La décision du tribunal de commerce de Lyon de prononcer la liquidation judiciaire de Vencorex, faute d'offre de reprise satisfaisante, a provoqué une onde de choc dans le paysage industriel français. Alors que le projet porté par un consortium d'industriels et d'investisseurs bénéficiait d'un soutien quasi unanime des élus locaux, des syndicats et même du gouvernement, les juges consulaires ont estimé que les garanties financières étaient insuffisantes pour assurer la pérennité de l'entreprise et de ses 350 salariés.
Un projet de reprise soutenu mais jugé fragile
Le consortium, mené par un groupe chimique régional, proposait de reprendre l'ensemble des actifs de Vencorex, spécialisé dans la production de solvants et d'intermédiaires chimiques. Le plan prévoyait le maintien de 280 emplois sur les 350, avec un investissement de 50 millions d'euros sur trois ans. Les collectivités locales, dont la région Auvergne-Rhône-Alpes et le département du Rhône, s'étaient engagées à hauteur de 10 millions d'euros. Le gouvernement, via le ministère de l'Industrie, avait apporté son soutien politique et promis des aides à la reconversion.
Les motifs du rejet par le tribunal
Le tribunal de commerce a motivé sa décision par l'absence d'apports en fonds propres suffisants et par un business model jugé trop dépendant des fluctuations des prix des matières premières. Les juges ont également pointé du doigt le manque de transparence sur les sources de financement du consortium, notamment l'origine des fonds d'un investisseur basé à Dubaï. Ils ont estimé que le plan de continuation présenté ne garantissait pas la viabilité à long terme de l'entreprise, exposant les créanciers et les salariés à un risque élevé de nouvelle défaillance.
Une décision qui suscite l'incompréhension
Les réactions ne se sont pas fait attendre. Les élus locaux, unis derrière le projet, ont exprimé leur colère et leur déception. Le maire de la commune où est implantée l'usine a dénoncé une décision « incompréhensible et destructrice d'emplois ». Les syndicats, qui avaient négocié un accord de maintien de l'emploi avec le repreneur potentiel, ont appelé à une mobilisation générale. Le président de la région a évoqué la possibilité d'un recours en justice, tandis que le gouvernement a annoncé la mise en place d'une cellule de suivi pour les salariés licenciés.

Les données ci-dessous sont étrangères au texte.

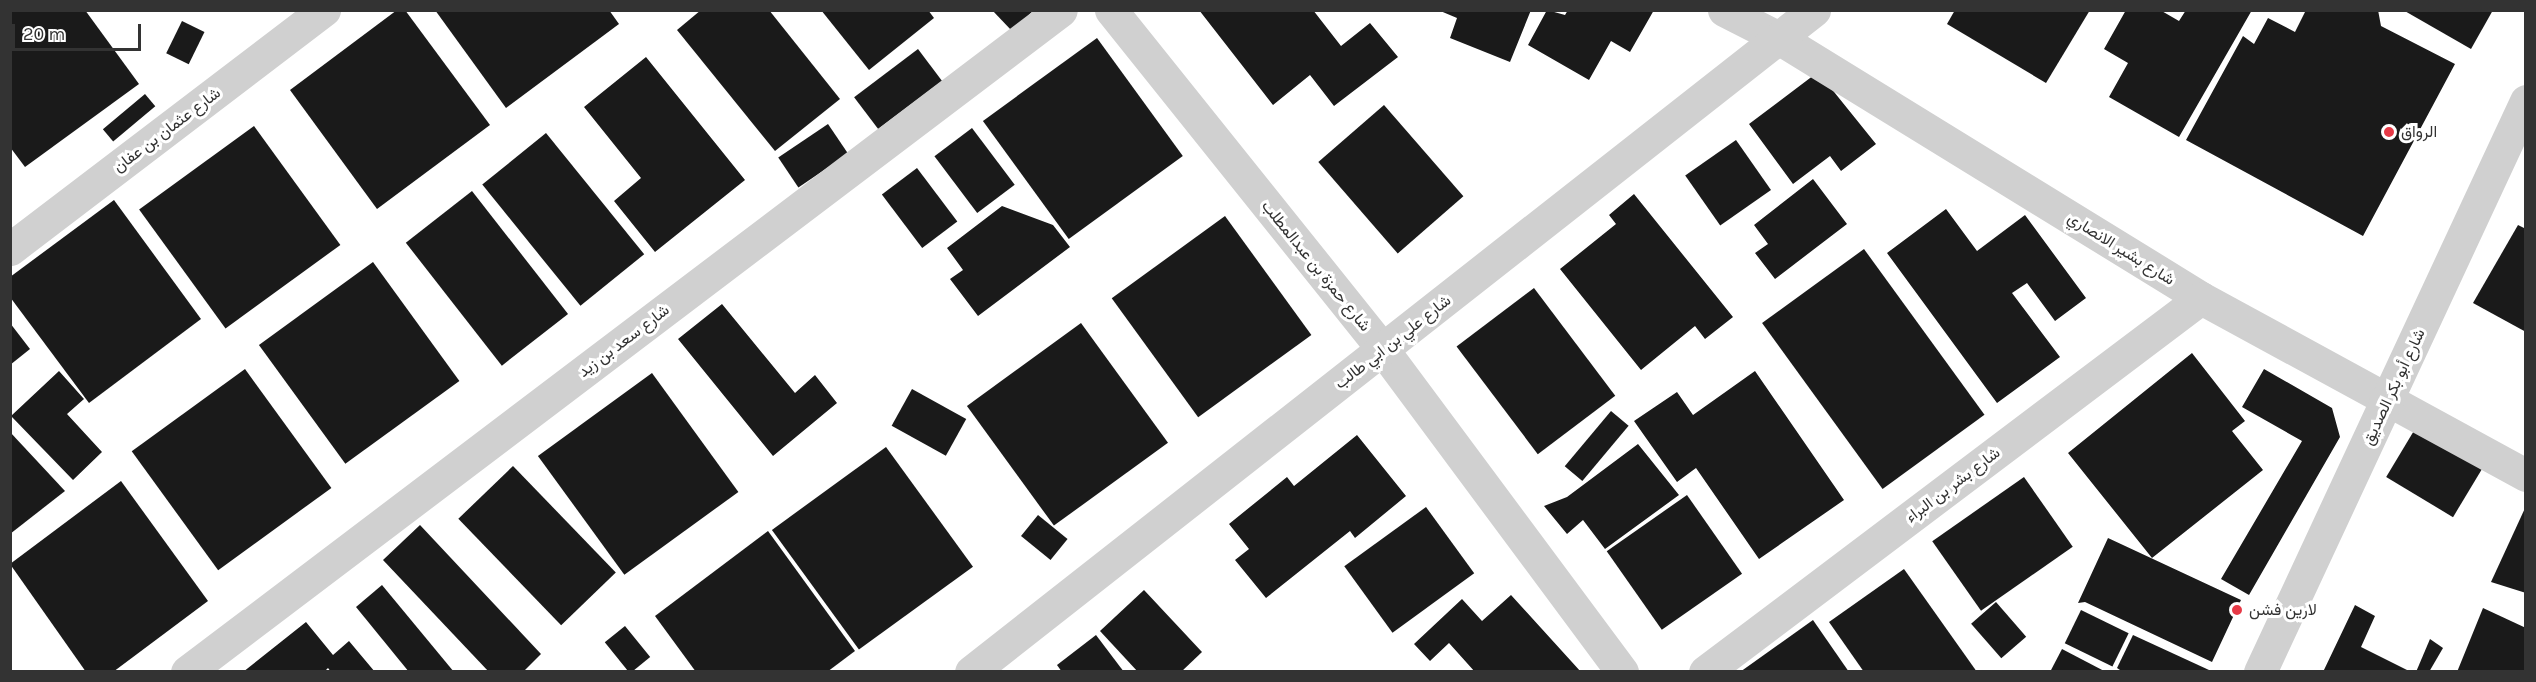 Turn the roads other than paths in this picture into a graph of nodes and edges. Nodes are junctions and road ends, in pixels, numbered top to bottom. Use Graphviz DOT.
graph roads {
  1 [pos="324,10"];
  2 [pos="1061,10"];
  3 [pos="1111,10"];
  4 [pos="1724,10"];
  5 [pos="1814,10"];
  6 [pos="1777,37"];
  7 [pos="2524,106"];
  8 [pos="10,249"];
  9 [pos="2201,298"];
  10 [pos="1383,350"];
  11 [pos="2389,398"];
  12 [pos="2526,475"];
  13 [pos="974,671"];
  14 [pos="187,672"];
  15 [pos="1622,672"];
  16 [pos="1705,672"];
  17 [pos="2260,672"];
  1 -- 8 [label="street, شارع عثمان بن عفان"];
  2 -- 14 [label="street, شارع سعد بن زيد"];
  3 -- 10 [label="street, شارع حمزة بن عبدالمطلب"];
  4 -- 6 [label="street, شارع بشير الانصاري"];
  5 -- 6 [label="street, شارع علي بن ابي طالب"];
  6 -- 9 [label="street, شارع بشير الانصاري"];
  6 -- 10 [label="street, شارع علي بن ابي طالب"];
  7 -- 11 [label="street, شارع أبو بكر الصديق"];
  9 -- 11 [label="street, شارع بشير الانصاري"];
  9 -- 16 [label="street, شارع بشر بن البراء"];
  10 -- 13 [label="street, شارع علي بن ابي طالب"];
  10 -- 15 [label="street, شارع حمزة بن عبدالمطلب"];
  11 -- 12 [label="street, شارع بشير الانصاري"];
  11 -- 17 [label="street, شارع أبو بكر الصديق"];
}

Le débat sur le rôle des tribunaux de commerce relancé
Cet échec relance le débat sur le fonctionnement des tribunaux de commerce en France. Ces juridictions, composées de juges non professionnels élus par leurs pairs, sont souvent critiquées pour leur manque de transparence et leur propension à privilégier les intérêts des créanciers au détriment de l'emploi. Des voix s'élèvent pour réclamer une réforme, avec une professionnalisation accrue des juges consulaires et un meilleur encadrement de leurs décisions. Le gouvernement, qui avait déjà lancé une réflexion sur le sujet, pourrait être contraint d'accélérer le calendrier des réformes.
Quelles conséquences pour l'emploi et le territoire ?
La liquidation de Vencorex aura des conséquences lourdes pour les 350 salariés, qui seront licenciés dans le cadre d'un plan de sauvegarde de l'emploi. Le tissu économique local, déjà fragilisé par la désindustrialisation, subira un nouveau coup dur. Les sous-traitants et les fournisseurs de l'usine sont également menacés. La plateforme chimique, qui regroupe plusieurs entreprises, pourrait voir son attractivité diminuer. Les collectivités locales devront faire face à une perte de recettes fiscales et à une hausse des dépenses sociales.
Les pistes pour l'avenir
Malgré l'échec, des solutions alternatives sont explorées. Le gouvernement a évoqué la possibilité d'une reprise partielle par un autre industriel, ou d'une reconversion du site vers des activités de chimie verte. Une mission d'expertise a été confiée à un cabinet spécialisé pour étudier les options de redéploiement industriel. Par ailleurs, un fonds d'investissement régional pourrait être créé pour soutenir les projets de reprise dans le secteur chimique. Le débat sur la réforme des tribunaux de commerce, lui, est loin d'être clos.